An exact copy of the listing below is required.

_PROVIDED DATA:_
- Opening Delimiter -
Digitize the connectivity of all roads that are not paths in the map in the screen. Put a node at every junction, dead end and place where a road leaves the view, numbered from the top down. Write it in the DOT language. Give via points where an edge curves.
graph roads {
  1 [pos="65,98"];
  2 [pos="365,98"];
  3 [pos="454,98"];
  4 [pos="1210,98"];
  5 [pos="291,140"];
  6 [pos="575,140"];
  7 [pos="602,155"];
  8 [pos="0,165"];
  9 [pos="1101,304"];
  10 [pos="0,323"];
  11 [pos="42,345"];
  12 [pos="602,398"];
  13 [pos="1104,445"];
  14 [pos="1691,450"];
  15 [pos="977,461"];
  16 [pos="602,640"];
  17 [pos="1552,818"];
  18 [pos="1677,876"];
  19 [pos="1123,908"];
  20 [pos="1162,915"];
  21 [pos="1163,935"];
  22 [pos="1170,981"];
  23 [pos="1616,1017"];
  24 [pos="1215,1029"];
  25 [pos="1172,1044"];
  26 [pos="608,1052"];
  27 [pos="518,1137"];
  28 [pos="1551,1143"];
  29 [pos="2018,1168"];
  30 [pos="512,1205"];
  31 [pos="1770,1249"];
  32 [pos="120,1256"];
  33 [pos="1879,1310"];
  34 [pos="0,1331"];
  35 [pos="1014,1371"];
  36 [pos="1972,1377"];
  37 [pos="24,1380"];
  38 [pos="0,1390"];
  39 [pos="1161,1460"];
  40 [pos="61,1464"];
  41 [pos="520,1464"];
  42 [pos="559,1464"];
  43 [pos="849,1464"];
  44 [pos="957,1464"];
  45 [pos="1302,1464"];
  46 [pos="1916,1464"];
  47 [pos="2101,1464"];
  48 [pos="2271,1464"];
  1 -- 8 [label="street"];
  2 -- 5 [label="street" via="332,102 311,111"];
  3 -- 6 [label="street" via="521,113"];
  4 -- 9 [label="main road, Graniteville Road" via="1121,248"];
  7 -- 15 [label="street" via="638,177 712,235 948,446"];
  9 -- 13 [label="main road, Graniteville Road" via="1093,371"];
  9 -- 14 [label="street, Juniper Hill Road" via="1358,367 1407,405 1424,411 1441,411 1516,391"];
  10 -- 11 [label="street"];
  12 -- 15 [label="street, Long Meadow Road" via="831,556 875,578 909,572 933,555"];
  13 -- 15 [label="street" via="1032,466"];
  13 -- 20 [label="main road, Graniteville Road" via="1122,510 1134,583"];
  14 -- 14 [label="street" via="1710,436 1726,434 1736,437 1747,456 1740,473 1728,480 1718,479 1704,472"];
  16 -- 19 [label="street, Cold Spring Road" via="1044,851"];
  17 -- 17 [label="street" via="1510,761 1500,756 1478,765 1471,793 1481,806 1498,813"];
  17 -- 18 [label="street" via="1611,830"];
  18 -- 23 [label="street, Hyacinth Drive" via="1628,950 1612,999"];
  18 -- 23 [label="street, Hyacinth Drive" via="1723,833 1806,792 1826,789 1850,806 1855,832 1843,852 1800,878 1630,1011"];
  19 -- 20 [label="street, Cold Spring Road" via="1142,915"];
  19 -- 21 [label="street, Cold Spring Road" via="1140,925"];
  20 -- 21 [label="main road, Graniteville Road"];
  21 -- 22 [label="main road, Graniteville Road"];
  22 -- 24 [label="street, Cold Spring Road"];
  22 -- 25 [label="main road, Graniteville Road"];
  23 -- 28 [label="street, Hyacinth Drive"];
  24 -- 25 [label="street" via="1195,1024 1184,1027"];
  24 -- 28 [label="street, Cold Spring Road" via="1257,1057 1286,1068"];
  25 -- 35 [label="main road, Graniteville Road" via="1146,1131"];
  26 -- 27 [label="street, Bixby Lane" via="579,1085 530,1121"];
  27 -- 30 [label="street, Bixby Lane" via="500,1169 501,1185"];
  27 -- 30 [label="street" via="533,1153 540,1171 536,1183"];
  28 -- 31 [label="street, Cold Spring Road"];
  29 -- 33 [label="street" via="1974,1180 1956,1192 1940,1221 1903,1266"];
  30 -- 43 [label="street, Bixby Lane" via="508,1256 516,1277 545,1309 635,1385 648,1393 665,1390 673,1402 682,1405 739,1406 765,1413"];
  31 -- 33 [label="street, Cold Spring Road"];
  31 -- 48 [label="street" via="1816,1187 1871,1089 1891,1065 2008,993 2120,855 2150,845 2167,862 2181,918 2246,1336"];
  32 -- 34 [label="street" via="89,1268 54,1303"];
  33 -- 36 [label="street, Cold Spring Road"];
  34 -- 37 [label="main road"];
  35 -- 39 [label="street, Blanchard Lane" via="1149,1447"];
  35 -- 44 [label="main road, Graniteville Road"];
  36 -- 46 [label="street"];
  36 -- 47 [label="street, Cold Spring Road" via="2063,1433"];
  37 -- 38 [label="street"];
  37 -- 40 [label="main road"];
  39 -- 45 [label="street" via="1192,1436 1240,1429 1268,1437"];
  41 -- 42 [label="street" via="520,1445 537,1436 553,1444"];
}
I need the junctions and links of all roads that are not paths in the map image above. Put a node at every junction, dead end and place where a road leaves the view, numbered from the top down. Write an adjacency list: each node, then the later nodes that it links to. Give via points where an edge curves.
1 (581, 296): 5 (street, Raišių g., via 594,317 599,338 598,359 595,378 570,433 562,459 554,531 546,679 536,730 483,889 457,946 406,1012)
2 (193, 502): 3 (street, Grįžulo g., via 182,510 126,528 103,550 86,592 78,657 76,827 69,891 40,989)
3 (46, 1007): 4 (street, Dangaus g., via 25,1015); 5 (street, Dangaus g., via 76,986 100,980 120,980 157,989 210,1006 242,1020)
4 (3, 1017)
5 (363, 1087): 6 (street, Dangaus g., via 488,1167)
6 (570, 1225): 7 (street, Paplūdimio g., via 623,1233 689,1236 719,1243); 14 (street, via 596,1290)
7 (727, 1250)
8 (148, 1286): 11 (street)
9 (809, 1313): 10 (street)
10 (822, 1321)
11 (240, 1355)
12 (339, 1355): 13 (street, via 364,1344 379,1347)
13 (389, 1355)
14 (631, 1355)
- Closing Delimiter -
_REPLY TO THE TASK:_
Digitize the connectivity of all roads that are not paths in the map in the screen. Put a node at every junction, dead end and place where a road leaves the view, numbered from the top down. Write it in the DOT language. Give via points where an edge curves.
graph roads {
  1 [pos="65,98"];
  2 [pos="365,98"];
  3 [pos="454,98"];
  4 [pos="1210,98"];
  5 [pos="291,140"];
  6 [pos="575,140"];
  7 [pos="602,155"];
  8 [pos="0,165"];
  9 [pos="1101,304"];
  10 [pos="0,323"];
  11 [pos="42,345"];
  12 [pos="602,398"];
  13 [pos="1104,445"];
  14 [pos="1691,450"];
  15 [pos="977,461"];
  16 [pos="602,640"];
  17 [pos="1552,818"];
  18 [pos="1677,876"];
  19 [pos="1123,908"];
  20 [pos="1162,915"];
  21 [pos="1163,935"];
  22 [pos="1170,981"];
  23 [pos="1616,1017"];
  24 [pos="1215,1029"];
  25 [pos="1172,1044"];
  26 [pos="608,1052"];
  27 [pos="518,1137"];
  28 [pos="1551,1143"];
  29 [pos="2018,1168"];
  30 [pos="512,1205"];
  31 [pos="1770,1249"];
  32 [pos="120,1256"];
  33 [pos="1879,1310"];
  34 [pos="0,1331"];
  35 [pos="1014,1371"];
  36 [pos="1972,1377"];
  37 [pos="24,1380"];
  38 [pos="0,1390"];
  39 [pos="1161,1460"];
  40 [pos="61,1464"];
  41 [pos="520,1464"];
  42 [pos="559,1464"];
  43 [pos="849,1464"];
  44 [pos="957,1464"];
  45 [pos="1302,1464"];
  46 [pos="1916,1464"];
  47 [pos="2101,1464"];
  48 [pos="2271,1464"];
  1 -- 8 [label="street"];
  2 -- 5 [label="street" via="332,102 311,111"];
  3 -- 6 [label="street" via="521,113"];
  4 -- 9 [label="main road, Graniteville Road" via="1121,248"];
  7 -- 15 [label="street" via="638,177 712,235 948,446"];
  9 -- 13 [label="main road, Graniteville Road" via="1093,371"];
  9 -- 14 [label="street, Juniper Hill Road" via="1358,367 1407,405 1424,411 1441,411 1516,391"];
  10 -- 11 [label="street"];
  12 -- 15 [label="street, Long Meadow Road" via="831,556 875,578 909,572 933,555"];
  13 -- 15 [label="street" via="1032,466"];
  13 -- 20 [label="main road, Graniteville Road" via="1122,510 1134,583"];
  14 -- 14 [label="street" via="1710,436 1726,434 1736,437 1747,456 1740,473 1728,480 1718,479 1704,472"];
  16 -- 19 [label="street, Cold Spring Road" via="1044,851"];
  17 -- 17 [label="street" via="1510,761 1500,756 1478,765 1471,793 1481,806 1498,813"];
  17 -- 18 [label="street" via="1611,830"];
  18 -- 23 [label="street, Hyacinth Drive" via="1628,950 1612,999"];
  18 -- 23 [label="street, Hyacinth Drive" via="1723,833 1806,792 1826,789 1850,806 1855,832 1843,852 1800,878 1630,1011"];
  19 -- 20 [label="street, Cold Spring Road" via="1142,915"];
  19 -- 21 [label="street, Cold Spring Road" via="1140,925"];
  20 -- 21 [label="main road, Graniteville Road"];
  21 -- 22 [label="main road, Graniteville Road"];
  22 -- 24 [label="street, Cold Spring Road"];
  22 -- 25 [label="main road, Graniteville Road"];
  23 -- 28 [label="street, Hyacinth Drive"];
  24 -- 25 [label="street" via="1195,1024 1184,1027"];
  24 -- 28 [label="street, Cold Spring Road" via="1257,1057 1286,1068"];
  25 -- 35 [label="main road, Graniteville Road" via="1146,1131"];
  26 -- 27 [label="street, Bixby Lane" via="579,1085 530,1121"];
  27 -- 30 [label="street, Bixby Lane" via="500,1169 501,1185"];
  27 -- 30 [label="street" via="533,1153 540,1171 536,1183"];
  28 -- 31 [label="street, Cold Spring Road"];
  29 -- 33 [label="street" via="1974,1180 1956,1192 1940,1221 1903,1266"];
  30 -- 43 [label="street, Bixby Lane" via="508,1256 516,1277 545,1309 635,1385 648,1393 665,1390 673,1402 682,1405 739,1406 765,1413"];
  31 -- 33 [label="street, Cold Spring Road"];
  31 -- 48 [label="street" via="1816,1187 1871,1089 1891,1065 2008,993 2120,855 2150,845 2167,862 2181,918 2246,1336"];
  32 -- 34 [label="street" via="89,1268 54,1303"];
  33 -- 36 [label="street, Cold Spring Road"];
  34 -- 37 [label="main road"];
  35 -- 39 [label="street, Blanchard Lane" via="1149,1447"];
  35 -- 44 [label="main road, Graniteville Road"];
  36 -- 46 [label="street"];
  36 -- 47 [label="street, Cold Spring Road" via="2063,1433"];
  37 -- 38 [label="street"];
  37 -- 40 [label="main road"];
  39 -- 45 [label="street" via="1192,1436 1240,1429 1268,1437"];
  41 -- 42 [label="street" via="520,1445 537,1436 553,1444"];
}
I need the junctions and links of all roads that are not paths in the map image above. Put a node at every junction, dead end and place where a road leaves the view, numbered from the top down. Write an adjacency list: each node, then the later nodes that it links to. Give via points where an edge curves.
1 (581, 296): 5 (street, Raišių g., via 594,317 599,338 598,359 595,378 570,433 562,459 554,531 546,679 536,730 483,889 457,946 406,1012)
2 (193, 502): 3 (street, Grįžulo g., via 182,510 126,528 103,550 86,592 78,657 76,827 69,891 40,989)
3 (46, 1007): 4 (street, Dangaus g., via 25,1015); 5 (street, Dangaus g., via 76,986 100,980 120,980 157,989 210,1006 242,1020)
4 (3, 1017)
5 (363, 1087): 6 (street, Dangaus g., via 488,1167)
6 (570, 1225): 7 (street, Paplūdimio g., via 623,1233 689,1236 719,1243); 14 (street, via 596,1290)
7 (727, 1250)
8 (148, 1286): 11 (street)
9 (809, 1313): 10 (street)
10 (822, 1321)
11 (240, 1355)
12 (339, 1355): 13 (street, via 364,1344 379,1347)
13 (389, 1355)
14 (631, 1355)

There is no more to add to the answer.